When I was pregnant with Roman, my enormous belly got a lot of attention and Romans around the city center would say he must be a campeone or gladiatore, which always made me smile. Since I am the sole "provider" in the kitchen, I take our meals very seriously, and even more so since I'm raising a gladiator.
Enter the pancake. In its "pure" form of white flour and butter, it's not the healthiest choice for breakfast. But with a whole lot of tinkering in the form of cooked oatmeal, spelt flour, grated apple and cottage cheese, it makes for a complete meal, not to mention one that is portable and stroller (or shall I say "buggy") friendly.
All winter long I have been making some form of this pancake. When I started I would use the homemade fruit purees that Roman never ate. The pancakes in the photo above have coconut oil and pumpkin puree. There was also a version with pureed prunes and apricots. You can also add ricotta instead of the cottage cheese.

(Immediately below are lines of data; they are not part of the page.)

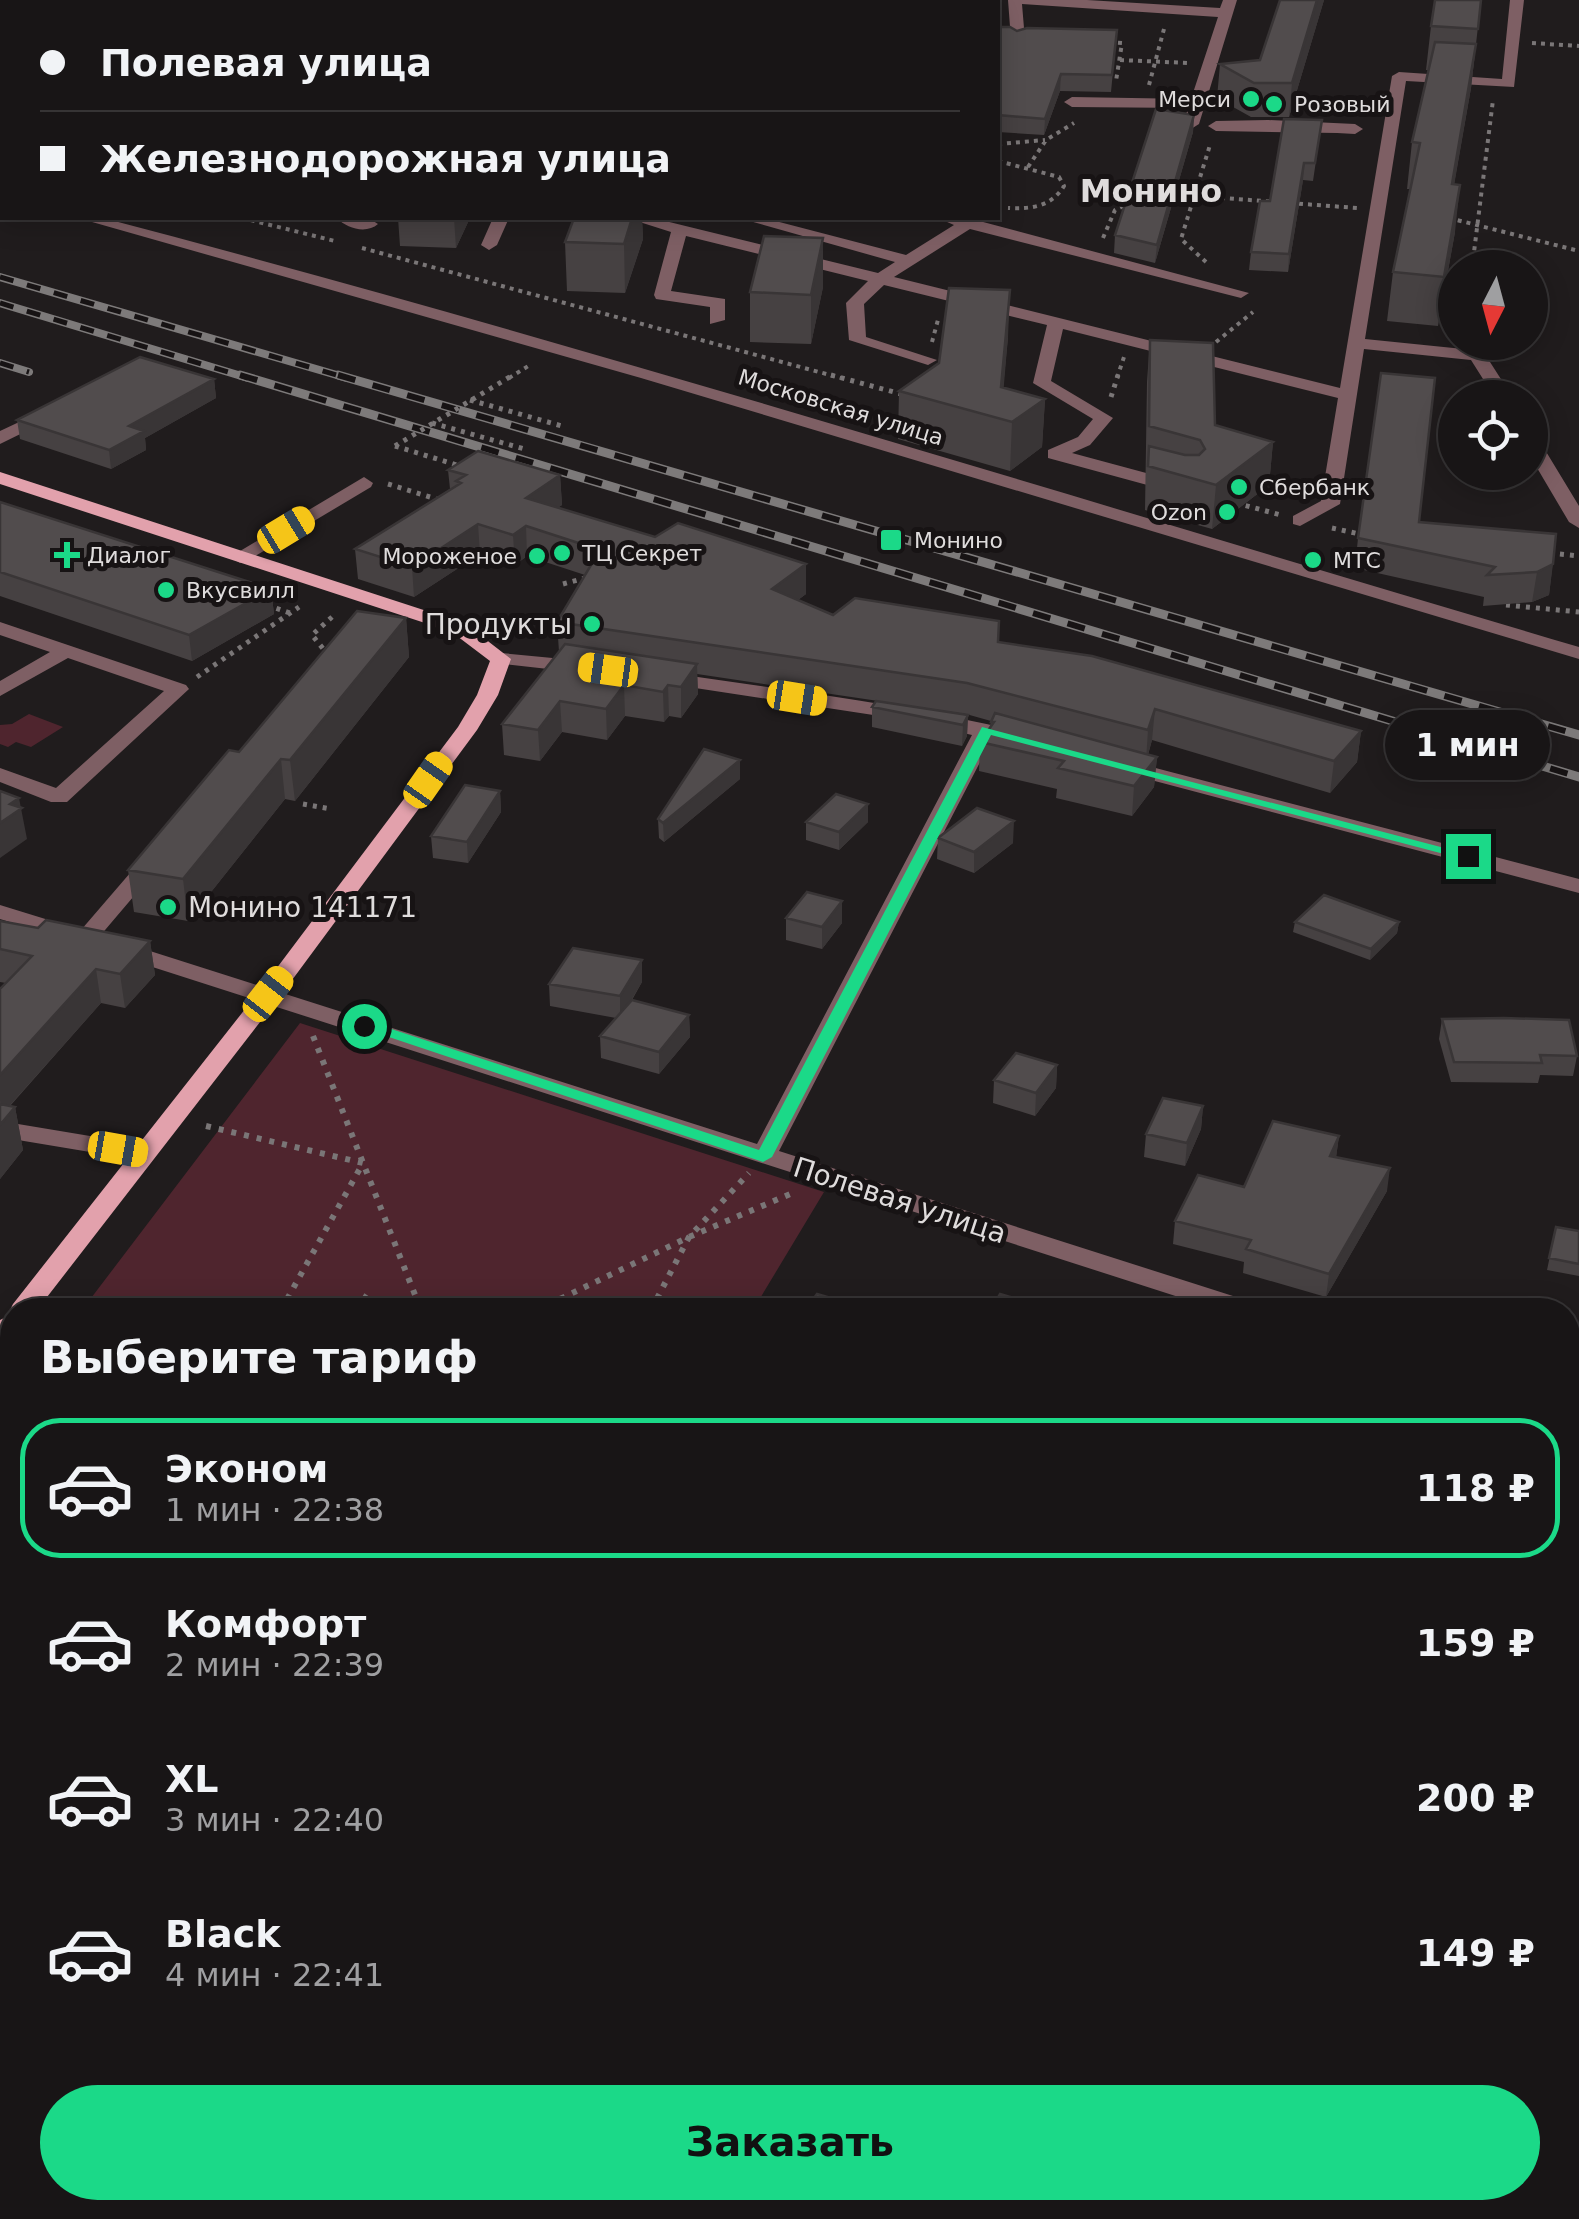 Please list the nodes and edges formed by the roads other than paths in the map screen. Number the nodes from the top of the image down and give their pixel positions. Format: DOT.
graph roads {
  1 [pos="1018,0"];
  2 [pos="1517,0"];
  3 [pos="1228,6"];
  4 [pos="1000,32"];
  5 [pos="1072,102"];
  6 [pos="1198,104"];
  7 [pos="1191,124"];
  8 [pos="1216,126"];
  9 [pos="1355,129"];
  10 [pos="94,220"];
  11 [pos="348,220"];
  12 [pos="500,220"];
  13 [pos="648,220"];
  14 [pos="754,220"];
  15 [pos="955,220"];
  16 [pos="968,223"];
  17 [pos="370,224"];
  18 [pos="680,229"];
  19 [pos="489,246"];
  20 [pos="908,261"];
  21 [pos="880,279"];
  22 [pos="1241,293"];
  23 [pos="716,320"];
  24 [pos="1056,323"];
  25 [pos="1356,344"];
  26 [pos="928,360"];
  27 [pos="1493,380"];
  28 [pos="1348,395"];
  29 [pos="60,408"];
  30 [pos="0,438"];
  31 [pos="1548,470"];
  32 [pos="1,480"];
  33 [pos="364,483"];
  34 [pos="1189,491"];
  35 [pos="1300,520"];
  36 [pos="1579,522"];
  37 [pos="240,557"];
  38 [pos="0,628"];
  39 [pos="1578,651"];
  40 [pos="64,652"];
  41 [pos="495,653"];
  42 [pos="599,669"];
  43 [pos="638,675"];
  44 [pos="0,690"];
  45 [pos="986,730"];
  46 [pos="1036,742"];
  47 [pos="1098,759"];
  48 [pos="0,775"];
  49 [pos="163,849"];
  50 [pos="1579,886"];
  51 [pos="0,912"];
  52 [pos="86,938"];
  53 [pos="280,998"];
  54 [pos="0,1129"];
  55 [pos="144,1153"];
  56 [pos="763,1157"];
  57 [pos="32,1298"];
  58 [pos="1171,1298"];
  1 -- 3 [label="street"];
  1 -- 4 [label="street"];
  2 -- 25 [label="street"];
  3 -- 6 [label="street"];
  5 -- 6 [label="street"];
  6 -- 7 [label="street"];
  8 -- 9 [label="street"];
  10 -- 39 [label="street, Московская улица"];
  11 -- 17 [label="street"];
  12 -- 19 [label="street"];
  13 -- 18 [label="street"];
  14 -- 20 [label="street"];
  15 -- 16 [label="street"];
  16 -- 20 [label="street"];
  16 -- 22 [label="street"];
  18 -- 21 [label="street"];
  18 -- 23 [label="street"];
  20 -- 21 [label="street"];
  21 -- 24 [label="street"];
  21 -- 26 [label="street"];
  24 -- 28 [label="street"];
  24 -- 34 [label="street"];
  25 -- 27 [label="street"];
  25 -- 28 [label="street"];
  28 -- 35 [label="street"];
  29 -- 30 [label="street"];
  31 -- 36 [label="street"];
  32 -- 37 [label="main road"];
  33 -- 37 [label="street"];
  37 -- 41 [label="main road"];
  38 -- 40 [label="street"];
  40 -- 44 [label="street"];
  40 -- 48 [label="street"];
  41 -- 42 [label="street"];
  41 -- 53 [label="main road"];
  43 -- 45 [label="street"];
  45 -- 46 [label="street"];
  45 -- 56 [label="street"];
  47 -- 50 [label="street"];
  49 -- 52 [label="street"];
  51 -- 52 [label="street, Полевая улица"];
  52 -- 53 [label="street, Полевая улица"];
  53 -- 55 [label="main road"];
  53 -- 56 [label="street, Полевая улица"];
  54 -- 55 [label="street"];
  55 -- 57 [label="main road"];
  56 -- 58 [label="street, Полевая улица"];
}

1 cup whole wheat or spelt flour
1 teaspoon baking powder
1 teaspoon cinnamon
Cooked oatmeal (3/4 cup uncooked oats and 1 cup water, prepared in microwave or on stove top)
1 cup milk
2 eggs, beaten
1/2 cup cottage cheese
1 apple or pear, grated
In a medium size bowl, combine the flour, baking powder and cinnamon with a whisk. Add the milk and beaten eggs. Stir in the cottage cheese, cooked oatmeal and grated apple or pear. Cook on a skillet with butter for several minutes each side and serve hot with pure maple syrup. Freeze any leftovers and reheat in the toaster oven.